◆ Assignment
Your answer should be the records again, unchanged in wording and free of images.

◆ Working data
◆ ◆ ◆
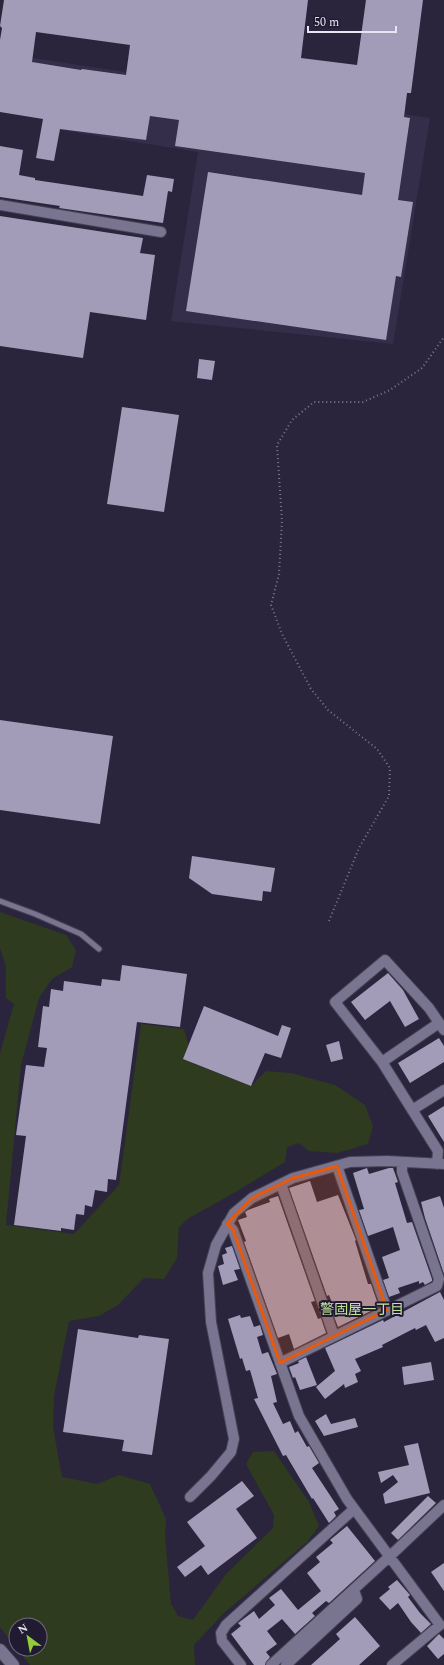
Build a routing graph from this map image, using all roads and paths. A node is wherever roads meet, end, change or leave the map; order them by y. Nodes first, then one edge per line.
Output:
1 (0, 205) edge
2 (162, 232) dead end
3 (444, 338) edge
4 (0, 901) edge
5 (329, 921) dead end
6 (100, 949) dead end
7 (442, 1026) edge
8 (382, 1062) junction
9 (444, 1090) edge
10 (412, 1110) junction
11 (402, 1162) junction
12 (440, 1164) edge
13 (337, 1166) junction
14 (281, 1184) junction
15 (227, 1224) junction
16 (387, 1310) junction
17 (334, 1336) junction
18 (280, 1363) junction
19 (190, 1497) dead end
20 (444, 1504) edge
21 (354, 1509) junction
22 (389, 1558) junction
23 (354, 1590) junction
24 (0, 1650) edge
25 (13, 1665) edge
26 (241, 1665) edge
27 (271, 1665) edge
28 (286, 1665) edge
29 (392, 1665) edge

1 - 2 street
3 - 5 path
4 - 6 lane
7 - 8 street
7 - 8 street
8 - 10 street
9 - 10 street
10 - 12 street
11 - 12 street
11 - 13 street
11 - 16 street
13 - 14 street
13 - 16 street
14 - 15 street
14 - 17 street
15 - 18 street
15 - 19 street
16 - 17 street
17 - 18 street
18 - 21 street
20 - 22 street
21 - 22 street
21 - 26 street
22 - 23 street
22 - 29 street
23 - 27 street
23 - 28 street
24 - 25 street

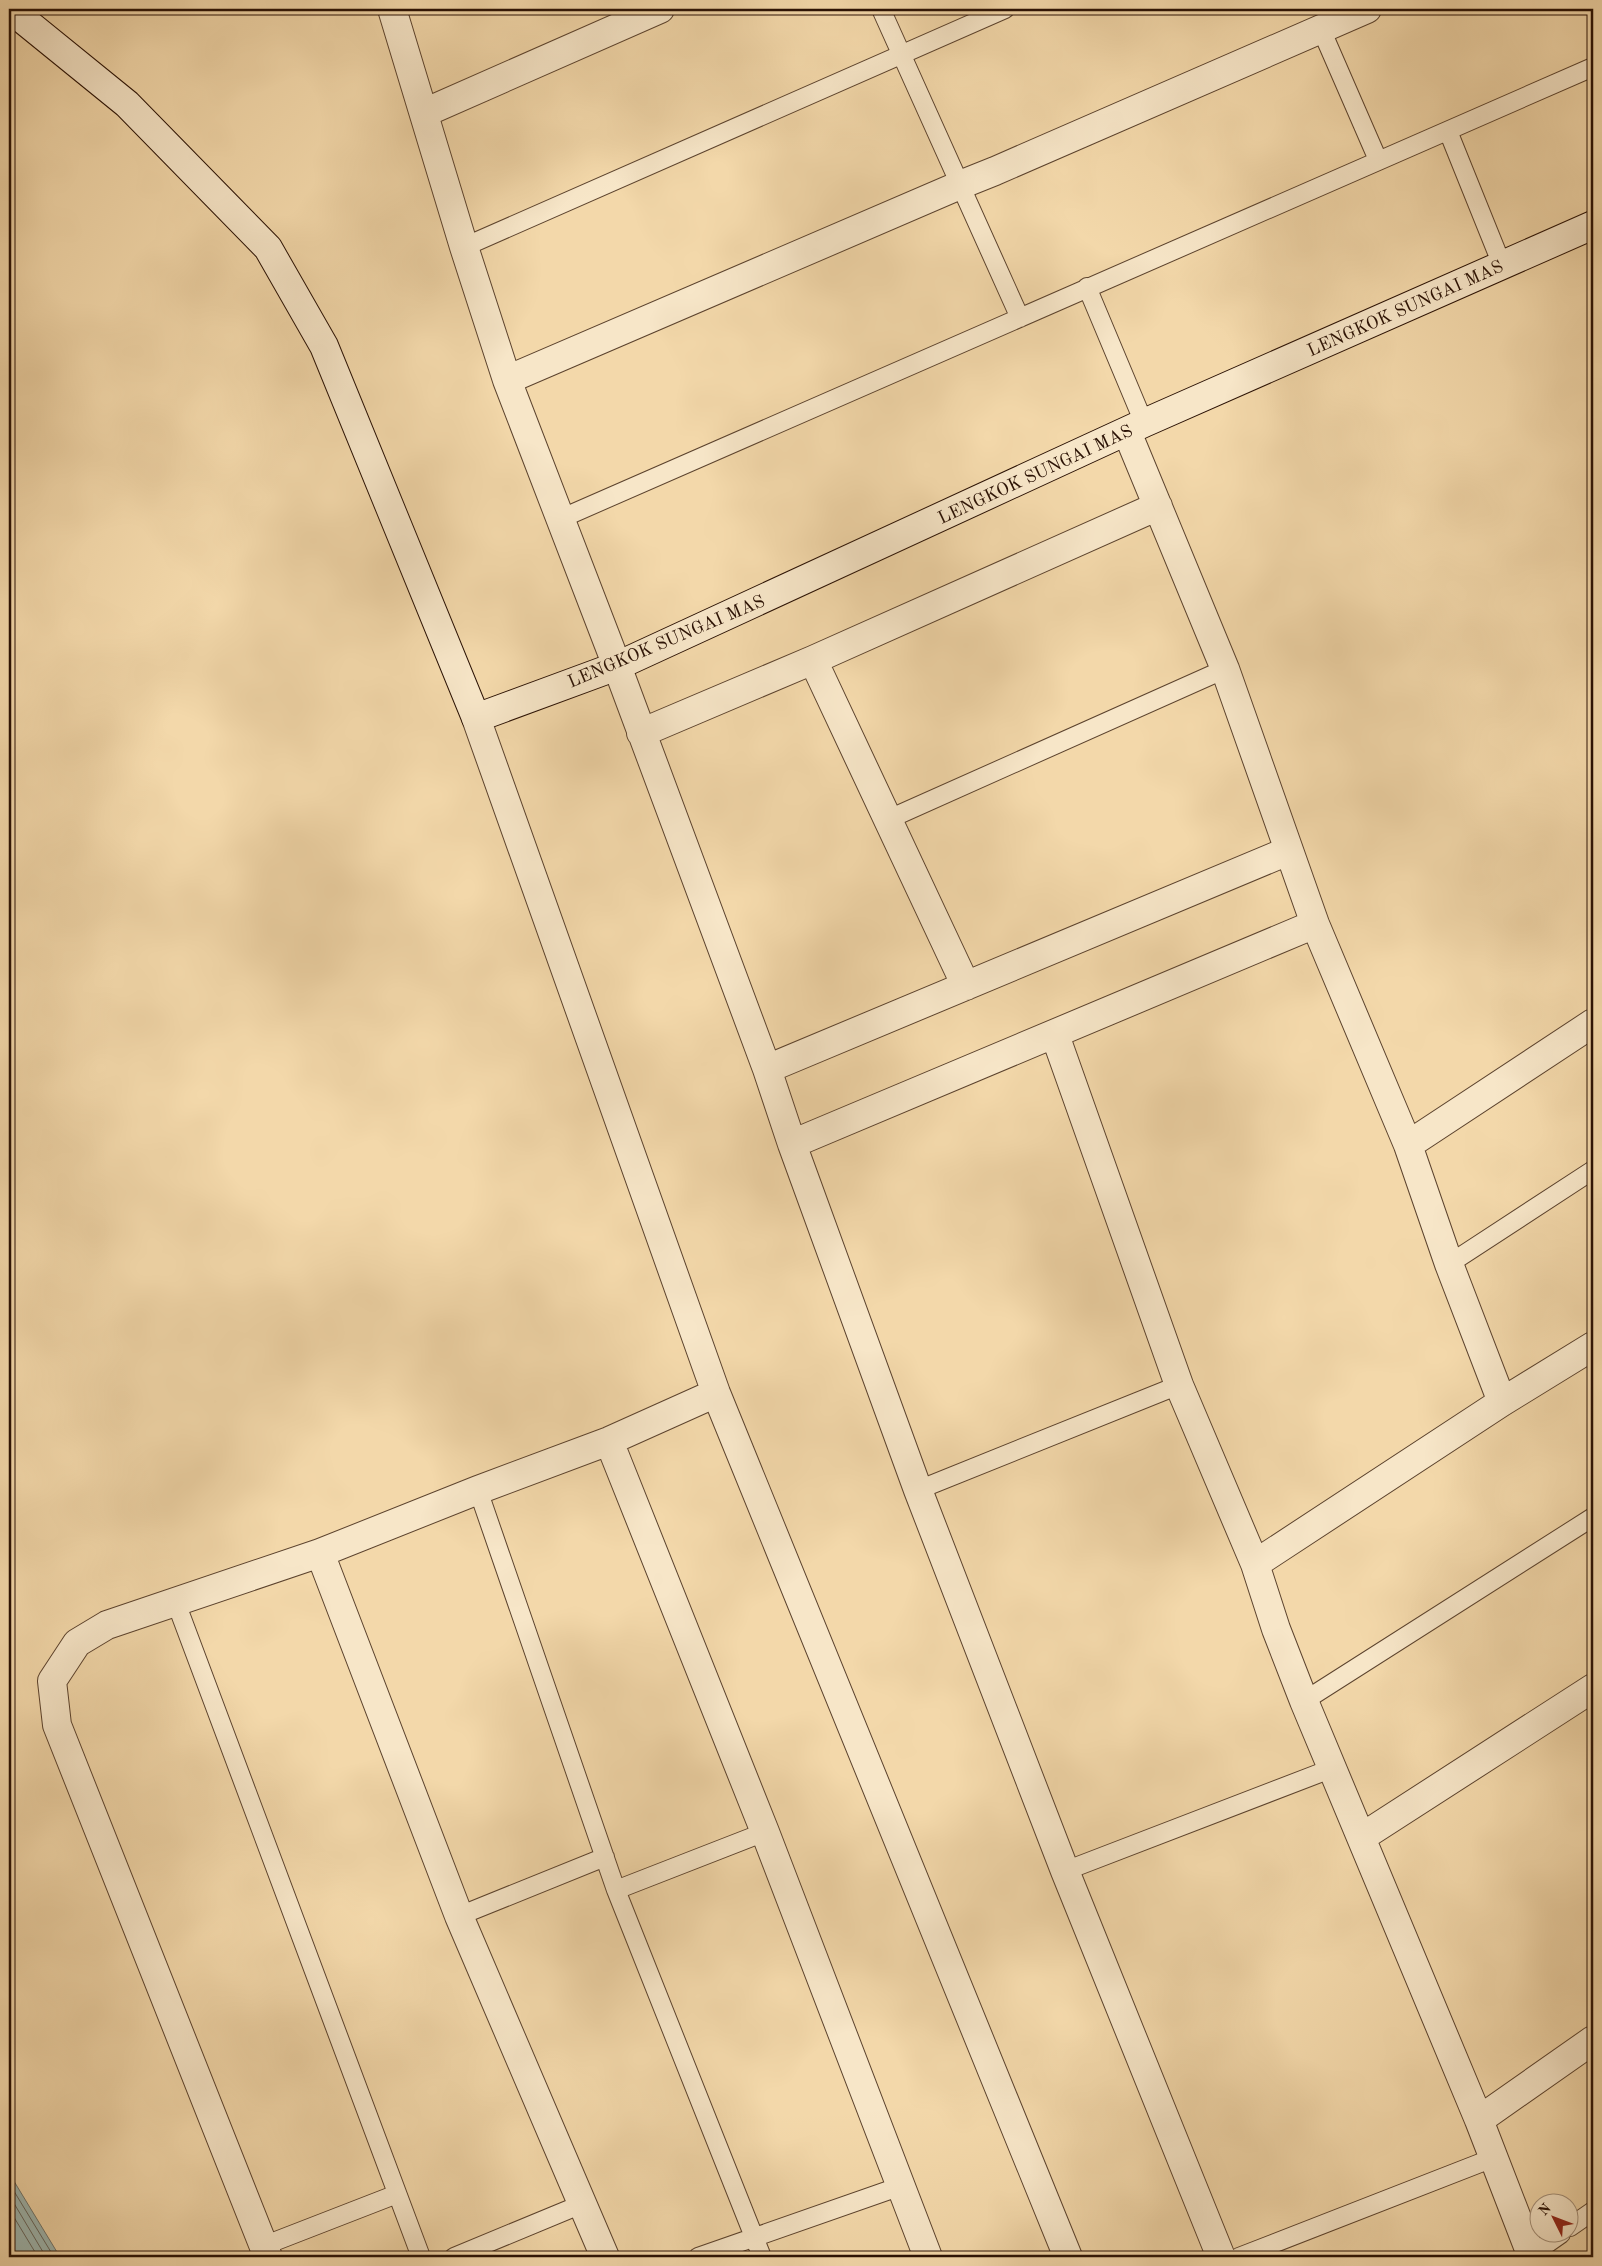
◆ ◆ ◆
◆ Result for this task
Build a routing graph from this map image, using all roads and paths. A node is wherever roads meet, end, change or leave the map; order them by y. Nodes first, then one edge per line.
Output:
1 (0, 205) edge
2 (162, 232) dead end
3 (444, 338) edge
4 (0, 901) edge
5 (329, 921) dead end
6 (100, 949) dead end
7 (442, 1026) edge
8 (382, 1062) junction
9 (444, 1090) edge
10 (412, 1110) junction
11 (402, 1162) junction
12 (440, 1164) edge
13 (337, 1166) junction
14 (281, 1184) junction
15 (227, 1224) junction
16 (387, 1310) junction
17 (334, 1336) junction
18 (280, 1363) junction
19 (190, 1497) dead end
20 (444, 1504) edge
21 (354, 1509) junction
22 (389, 1558) junction
23 (354, 1590) junction
24 (0, 1650) edge
25 (13, 1665) edge
26 (241, 1665) edge
27 (271, 1665) edge
28 (286, 1665) edge
29 (392, 1665) edge

1 - 2 street
3 - 5 path
4 - 6 lane
7 - 8 street
7 - 8 street
8 - 10 street
9 - 10 street
10 - 12 street
11 - 12 street
11 - 13 street
11 - 16 street
13 - 14 street
13 - 16 street
14 - 15 street
14 - 17 street
15 - 18 street
15 - 19 street
16 - 17 street
17 - 18 street
18 - 21 street
20 - 22 street
21 - 22 street
21 - 26 street
22 - 23 street
22 - 29 street
23 - 27 street
23 - 28 street
24 - 25 street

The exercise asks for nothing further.